Working closely with Miles has led to the first releases on our record label Vertere Records. Releases: a three-track EP, and first album by Scottish band Caezar, and the first album by Dutch singer/songwriter Elles Springs, which was specially tape-transferred, and then half-speed mastered and cut by Miles for our label.
By involving ourselves at every stage of the record-making process, we can ensure our players bring you as close as possible to what the artists and engineers wanted you to hear.”
About Vertere
Reducing engineering to its fundamentals will get you closer to the original recording.

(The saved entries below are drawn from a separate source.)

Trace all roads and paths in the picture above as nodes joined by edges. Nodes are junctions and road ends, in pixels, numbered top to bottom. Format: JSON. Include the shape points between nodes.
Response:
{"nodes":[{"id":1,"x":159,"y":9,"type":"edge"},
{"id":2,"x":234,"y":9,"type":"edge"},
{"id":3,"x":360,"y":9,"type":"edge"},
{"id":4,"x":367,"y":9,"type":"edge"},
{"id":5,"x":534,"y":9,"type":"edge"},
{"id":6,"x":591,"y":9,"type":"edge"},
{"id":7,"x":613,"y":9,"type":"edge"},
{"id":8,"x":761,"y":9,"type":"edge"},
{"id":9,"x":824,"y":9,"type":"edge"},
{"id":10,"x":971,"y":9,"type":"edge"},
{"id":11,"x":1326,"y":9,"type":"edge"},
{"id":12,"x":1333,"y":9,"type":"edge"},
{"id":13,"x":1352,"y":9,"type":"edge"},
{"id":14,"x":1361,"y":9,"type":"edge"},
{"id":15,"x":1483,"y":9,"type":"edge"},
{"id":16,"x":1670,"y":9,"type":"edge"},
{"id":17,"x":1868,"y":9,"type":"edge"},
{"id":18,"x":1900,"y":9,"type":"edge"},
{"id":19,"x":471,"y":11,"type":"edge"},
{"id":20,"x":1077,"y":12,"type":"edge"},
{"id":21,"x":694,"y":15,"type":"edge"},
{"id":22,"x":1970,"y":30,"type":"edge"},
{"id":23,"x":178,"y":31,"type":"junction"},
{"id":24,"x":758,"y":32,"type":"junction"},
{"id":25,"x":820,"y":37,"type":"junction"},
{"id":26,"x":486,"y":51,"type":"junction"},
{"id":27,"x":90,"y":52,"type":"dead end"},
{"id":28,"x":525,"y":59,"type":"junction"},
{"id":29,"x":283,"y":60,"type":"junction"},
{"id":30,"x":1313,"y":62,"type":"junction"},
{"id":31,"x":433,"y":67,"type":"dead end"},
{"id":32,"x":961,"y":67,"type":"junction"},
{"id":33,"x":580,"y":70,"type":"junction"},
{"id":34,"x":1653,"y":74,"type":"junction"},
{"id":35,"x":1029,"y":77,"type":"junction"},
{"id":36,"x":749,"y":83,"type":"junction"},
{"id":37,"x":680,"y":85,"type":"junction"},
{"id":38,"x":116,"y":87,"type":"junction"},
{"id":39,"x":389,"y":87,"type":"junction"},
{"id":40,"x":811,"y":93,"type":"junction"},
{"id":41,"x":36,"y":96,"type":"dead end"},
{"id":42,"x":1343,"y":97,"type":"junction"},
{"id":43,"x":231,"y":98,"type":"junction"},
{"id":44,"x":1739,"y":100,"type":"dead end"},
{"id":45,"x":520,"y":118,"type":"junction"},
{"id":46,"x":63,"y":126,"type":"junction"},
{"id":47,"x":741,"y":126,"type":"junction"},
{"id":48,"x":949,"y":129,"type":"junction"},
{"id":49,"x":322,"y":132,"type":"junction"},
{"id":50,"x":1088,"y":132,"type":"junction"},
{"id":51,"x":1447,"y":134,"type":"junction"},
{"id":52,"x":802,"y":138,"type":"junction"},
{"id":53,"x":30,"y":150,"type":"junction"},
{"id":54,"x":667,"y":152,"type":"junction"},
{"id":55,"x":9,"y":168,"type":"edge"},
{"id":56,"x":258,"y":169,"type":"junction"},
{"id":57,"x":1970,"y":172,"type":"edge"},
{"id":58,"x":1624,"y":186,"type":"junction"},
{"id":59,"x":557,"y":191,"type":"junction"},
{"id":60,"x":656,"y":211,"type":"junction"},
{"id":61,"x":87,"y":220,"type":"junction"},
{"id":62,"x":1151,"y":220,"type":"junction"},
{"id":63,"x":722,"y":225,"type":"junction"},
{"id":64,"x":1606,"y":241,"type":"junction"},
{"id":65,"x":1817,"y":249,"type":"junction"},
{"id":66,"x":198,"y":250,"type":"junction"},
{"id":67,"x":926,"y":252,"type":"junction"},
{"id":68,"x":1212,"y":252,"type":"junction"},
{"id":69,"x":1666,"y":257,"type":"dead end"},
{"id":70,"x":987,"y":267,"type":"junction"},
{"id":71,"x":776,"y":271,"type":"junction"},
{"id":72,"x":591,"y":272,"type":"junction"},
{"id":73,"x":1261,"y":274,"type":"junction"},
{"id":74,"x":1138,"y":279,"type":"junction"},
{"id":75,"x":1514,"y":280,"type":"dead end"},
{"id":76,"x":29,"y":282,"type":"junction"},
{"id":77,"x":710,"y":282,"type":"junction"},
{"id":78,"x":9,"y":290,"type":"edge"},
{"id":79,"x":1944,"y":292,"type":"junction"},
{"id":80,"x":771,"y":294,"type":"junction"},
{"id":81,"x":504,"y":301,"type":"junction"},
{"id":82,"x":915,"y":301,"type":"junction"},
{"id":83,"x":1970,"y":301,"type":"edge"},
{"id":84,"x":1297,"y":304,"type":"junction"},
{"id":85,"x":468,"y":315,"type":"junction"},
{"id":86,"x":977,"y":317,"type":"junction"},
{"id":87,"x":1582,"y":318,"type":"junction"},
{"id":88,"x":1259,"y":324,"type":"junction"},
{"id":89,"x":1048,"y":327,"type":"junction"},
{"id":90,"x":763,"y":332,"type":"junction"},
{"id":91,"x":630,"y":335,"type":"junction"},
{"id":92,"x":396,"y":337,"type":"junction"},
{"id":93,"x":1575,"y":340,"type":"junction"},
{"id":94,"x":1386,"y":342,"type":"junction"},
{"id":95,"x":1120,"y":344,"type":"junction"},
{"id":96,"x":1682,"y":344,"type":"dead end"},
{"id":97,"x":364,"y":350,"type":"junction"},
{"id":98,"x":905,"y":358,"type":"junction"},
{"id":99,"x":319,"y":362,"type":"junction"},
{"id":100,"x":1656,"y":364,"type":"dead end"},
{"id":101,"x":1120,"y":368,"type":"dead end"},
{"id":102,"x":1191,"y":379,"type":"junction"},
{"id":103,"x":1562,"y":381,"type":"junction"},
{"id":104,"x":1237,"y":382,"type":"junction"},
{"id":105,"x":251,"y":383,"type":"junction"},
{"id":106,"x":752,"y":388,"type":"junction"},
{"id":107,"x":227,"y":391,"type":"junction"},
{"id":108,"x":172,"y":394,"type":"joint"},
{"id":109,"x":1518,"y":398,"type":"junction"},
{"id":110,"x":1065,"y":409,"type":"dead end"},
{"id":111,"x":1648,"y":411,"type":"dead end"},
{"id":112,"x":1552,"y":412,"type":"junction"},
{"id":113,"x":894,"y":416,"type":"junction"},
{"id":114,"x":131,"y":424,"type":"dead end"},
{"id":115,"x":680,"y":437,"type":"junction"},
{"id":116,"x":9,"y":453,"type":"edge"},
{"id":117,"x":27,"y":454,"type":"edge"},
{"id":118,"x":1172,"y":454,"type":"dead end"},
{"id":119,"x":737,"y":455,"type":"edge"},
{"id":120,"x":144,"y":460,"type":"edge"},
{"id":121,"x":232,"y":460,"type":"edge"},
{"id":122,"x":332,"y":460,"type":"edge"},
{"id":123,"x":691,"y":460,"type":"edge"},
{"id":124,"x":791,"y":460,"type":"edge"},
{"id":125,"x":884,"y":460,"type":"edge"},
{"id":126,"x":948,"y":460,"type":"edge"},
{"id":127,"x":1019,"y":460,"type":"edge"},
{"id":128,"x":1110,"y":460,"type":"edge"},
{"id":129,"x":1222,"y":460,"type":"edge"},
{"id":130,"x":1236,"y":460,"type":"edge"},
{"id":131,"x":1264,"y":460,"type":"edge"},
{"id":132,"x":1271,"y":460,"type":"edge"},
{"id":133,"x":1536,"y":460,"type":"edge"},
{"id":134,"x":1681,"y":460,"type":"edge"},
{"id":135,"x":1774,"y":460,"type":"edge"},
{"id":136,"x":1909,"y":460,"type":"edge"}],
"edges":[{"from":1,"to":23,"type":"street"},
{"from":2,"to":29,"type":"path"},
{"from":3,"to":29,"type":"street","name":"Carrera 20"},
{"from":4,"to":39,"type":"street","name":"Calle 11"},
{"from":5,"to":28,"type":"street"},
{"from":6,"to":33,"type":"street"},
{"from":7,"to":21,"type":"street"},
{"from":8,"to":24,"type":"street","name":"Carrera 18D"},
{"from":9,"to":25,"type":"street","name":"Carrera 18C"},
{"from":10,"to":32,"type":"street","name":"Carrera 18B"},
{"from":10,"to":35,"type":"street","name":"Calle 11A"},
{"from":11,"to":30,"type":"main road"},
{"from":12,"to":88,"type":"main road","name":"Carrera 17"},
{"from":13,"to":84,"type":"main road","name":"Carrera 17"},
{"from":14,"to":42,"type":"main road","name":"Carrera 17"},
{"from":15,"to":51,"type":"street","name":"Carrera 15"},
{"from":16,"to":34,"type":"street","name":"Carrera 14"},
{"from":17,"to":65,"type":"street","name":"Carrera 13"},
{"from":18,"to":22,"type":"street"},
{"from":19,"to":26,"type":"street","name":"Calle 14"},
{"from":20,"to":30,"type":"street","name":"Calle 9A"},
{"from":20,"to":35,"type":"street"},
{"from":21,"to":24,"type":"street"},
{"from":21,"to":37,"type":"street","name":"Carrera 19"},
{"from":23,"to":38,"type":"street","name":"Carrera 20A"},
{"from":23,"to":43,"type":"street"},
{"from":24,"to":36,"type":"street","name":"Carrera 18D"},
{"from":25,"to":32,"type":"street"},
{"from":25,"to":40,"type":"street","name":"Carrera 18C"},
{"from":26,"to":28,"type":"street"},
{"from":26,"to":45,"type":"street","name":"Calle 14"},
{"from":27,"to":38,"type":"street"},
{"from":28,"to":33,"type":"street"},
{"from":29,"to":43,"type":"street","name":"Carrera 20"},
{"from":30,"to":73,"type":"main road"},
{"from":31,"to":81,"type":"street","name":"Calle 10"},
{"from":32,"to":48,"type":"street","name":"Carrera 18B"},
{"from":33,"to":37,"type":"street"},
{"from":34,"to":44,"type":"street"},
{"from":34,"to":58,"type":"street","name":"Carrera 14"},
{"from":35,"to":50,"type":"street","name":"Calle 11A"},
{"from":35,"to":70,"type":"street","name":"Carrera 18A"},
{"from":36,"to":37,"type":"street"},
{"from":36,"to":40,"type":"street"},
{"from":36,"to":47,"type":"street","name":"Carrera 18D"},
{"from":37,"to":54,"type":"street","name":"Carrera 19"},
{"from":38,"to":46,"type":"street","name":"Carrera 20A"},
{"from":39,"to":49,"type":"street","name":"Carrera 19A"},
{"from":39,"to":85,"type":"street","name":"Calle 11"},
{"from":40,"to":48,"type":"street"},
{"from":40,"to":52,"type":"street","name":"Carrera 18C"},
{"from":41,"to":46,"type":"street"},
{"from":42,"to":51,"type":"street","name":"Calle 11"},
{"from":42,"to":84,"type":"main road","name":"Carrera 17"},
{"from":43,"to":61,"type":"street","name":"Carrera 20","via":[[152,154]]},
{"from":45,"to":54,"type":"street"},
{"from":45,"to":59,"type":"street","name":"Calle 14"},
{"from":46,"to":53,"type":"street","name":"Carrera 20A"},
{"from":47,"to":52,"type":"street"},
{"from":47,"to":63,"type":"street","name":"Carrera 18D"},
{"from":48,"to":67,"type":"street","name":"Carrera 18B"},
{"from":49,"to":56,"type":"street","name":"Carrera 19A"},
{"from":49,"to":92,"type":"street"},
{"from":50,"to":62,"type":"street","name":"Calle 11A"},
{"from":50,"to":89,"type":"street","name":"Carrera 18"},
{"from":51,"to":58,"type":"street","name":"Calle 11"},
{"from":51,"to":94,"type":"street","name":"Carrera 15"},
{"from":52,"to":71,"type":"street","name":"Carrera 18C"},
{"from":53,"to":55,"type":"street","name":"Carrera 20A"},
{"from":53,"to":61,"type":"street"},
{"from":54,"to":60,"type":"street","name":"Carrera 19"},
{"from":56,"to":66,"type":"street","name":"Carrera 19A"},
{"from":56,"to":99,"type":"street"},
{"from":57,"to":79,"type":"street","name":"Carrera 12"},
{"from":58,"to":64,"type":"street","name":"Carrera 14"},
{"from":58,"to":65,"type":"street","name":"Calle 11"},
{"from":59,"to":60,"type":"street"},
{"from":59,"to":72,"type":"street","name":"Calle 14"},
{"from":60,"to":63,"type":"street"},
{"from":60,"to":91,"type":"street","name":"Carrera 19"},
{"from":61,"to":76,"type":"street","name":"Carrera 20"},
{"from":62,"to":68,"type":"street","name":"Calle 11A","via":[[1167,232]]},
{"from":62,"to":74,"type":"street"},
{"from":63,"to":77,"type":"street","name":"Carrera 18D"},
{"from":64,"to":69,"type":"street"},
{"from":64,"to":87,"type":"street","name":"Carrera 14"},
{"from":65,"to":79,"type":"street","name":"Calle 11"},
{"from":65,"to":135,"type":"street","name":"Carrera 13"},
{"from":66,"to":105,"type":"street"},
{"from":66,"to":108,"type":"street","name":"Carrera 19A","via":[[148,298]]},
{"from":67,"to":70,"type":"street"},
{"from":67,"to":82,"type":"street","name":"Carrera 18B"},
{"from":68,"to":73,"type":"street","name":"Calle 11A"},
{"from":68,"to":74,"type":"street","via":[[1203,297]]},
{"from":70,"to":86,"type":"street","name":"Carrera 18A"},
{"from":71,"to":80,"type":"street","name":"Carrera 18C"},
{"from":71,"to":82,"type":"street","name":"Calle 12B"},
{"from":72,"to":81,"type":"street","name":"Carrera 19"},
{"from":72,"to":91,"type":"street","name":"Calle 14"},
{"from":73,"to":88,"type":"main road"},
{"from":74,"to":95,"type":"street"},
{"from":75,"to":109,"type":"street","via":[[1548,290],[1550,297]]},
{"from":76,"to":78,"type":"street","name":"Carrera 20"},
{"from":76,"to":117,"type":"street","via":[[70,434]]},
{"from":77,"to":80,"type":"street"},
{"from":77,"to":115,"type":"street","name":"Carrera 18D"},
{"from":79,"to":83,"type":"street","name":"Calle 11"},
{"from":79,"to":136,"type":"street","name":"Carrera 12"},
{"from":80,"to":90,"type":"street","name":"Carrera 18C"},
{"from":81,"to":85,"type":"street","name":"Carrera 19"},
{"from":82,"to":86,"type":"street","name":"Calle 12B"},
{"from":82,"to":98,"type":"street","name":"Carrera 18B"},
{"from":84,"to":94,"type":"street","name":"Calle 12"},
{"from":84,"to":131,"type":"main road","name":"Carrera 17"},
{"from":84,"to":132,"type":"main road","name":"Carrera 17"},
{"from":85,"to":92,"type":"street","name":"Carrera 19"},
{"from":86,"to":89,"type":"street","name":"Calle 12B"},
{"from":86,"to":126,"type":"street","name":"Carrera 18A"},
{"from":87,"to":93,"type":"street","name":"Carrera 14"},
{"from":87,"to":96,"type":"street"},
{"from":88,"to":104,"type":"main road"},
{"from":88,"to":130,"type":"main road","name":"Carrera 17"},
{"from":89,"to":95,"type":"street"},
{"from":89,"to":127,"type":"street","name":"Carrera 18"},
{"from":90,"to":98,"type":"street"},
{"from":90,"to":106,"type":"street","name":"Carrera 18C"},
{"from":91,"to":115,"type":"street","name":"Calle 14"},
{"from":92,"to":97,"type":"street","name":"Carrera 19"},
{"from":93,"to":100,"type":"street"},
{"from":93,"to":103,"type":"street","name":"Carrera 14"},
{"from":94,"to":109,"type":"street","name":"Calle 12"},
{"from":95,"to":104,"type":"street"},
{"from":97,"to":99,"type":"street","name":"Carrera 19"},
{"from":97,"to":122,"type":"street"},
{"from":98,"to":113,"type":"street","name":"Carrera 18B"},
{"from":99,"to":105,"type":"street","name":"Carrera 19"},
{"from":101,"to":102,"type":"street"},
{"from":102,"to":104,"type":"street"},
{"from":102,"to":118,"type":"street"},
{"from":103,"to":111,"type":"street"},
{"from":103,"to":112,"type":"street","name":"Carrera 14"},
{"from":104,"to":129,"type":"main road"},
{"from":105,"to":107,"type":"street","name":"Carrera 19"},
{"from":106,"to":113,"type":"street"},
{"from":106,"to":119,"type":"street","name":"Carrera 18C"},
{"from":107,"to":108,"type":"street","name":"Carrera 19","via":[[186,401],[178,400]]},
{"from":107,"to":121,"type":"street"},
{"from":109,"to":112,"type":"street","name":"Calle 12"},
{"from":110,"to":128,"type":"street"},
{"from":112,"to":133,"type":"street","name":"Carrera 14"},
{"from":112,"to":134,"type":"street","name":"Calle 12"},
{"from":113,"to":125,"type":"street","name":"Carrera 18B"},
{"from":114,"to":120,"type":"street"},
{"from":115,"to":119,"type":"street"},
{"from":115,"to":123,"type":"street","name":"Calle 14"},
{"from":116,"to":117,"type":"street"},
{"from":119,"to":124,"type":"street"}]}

When aiming to reproduce the complexities of music, it’s all too easy to introduce even more significant complication in the engineering of audio equipment, putting in place one element to solve the problems until the whole design escalates into something fiendishly intricate – and expensive.
That’s not the Vertere way: coming at the whole problem with decades of audio and mechanical engineering experience, plus close collaboration with the recording and mastering industry, we step back, take a long, hard look at the fundamentals, and look for simple, elegant solutions.
That may sound like a simple ‘less is more’ philosophy, but we prefer to look at it this way: the best audio equipment shouldn’t add anything to or remove anything from the original recording. Instead, it should affect it as little as possible, bringing the listener ever closer to what the artist, producer and mastering engineer wanted you to hear.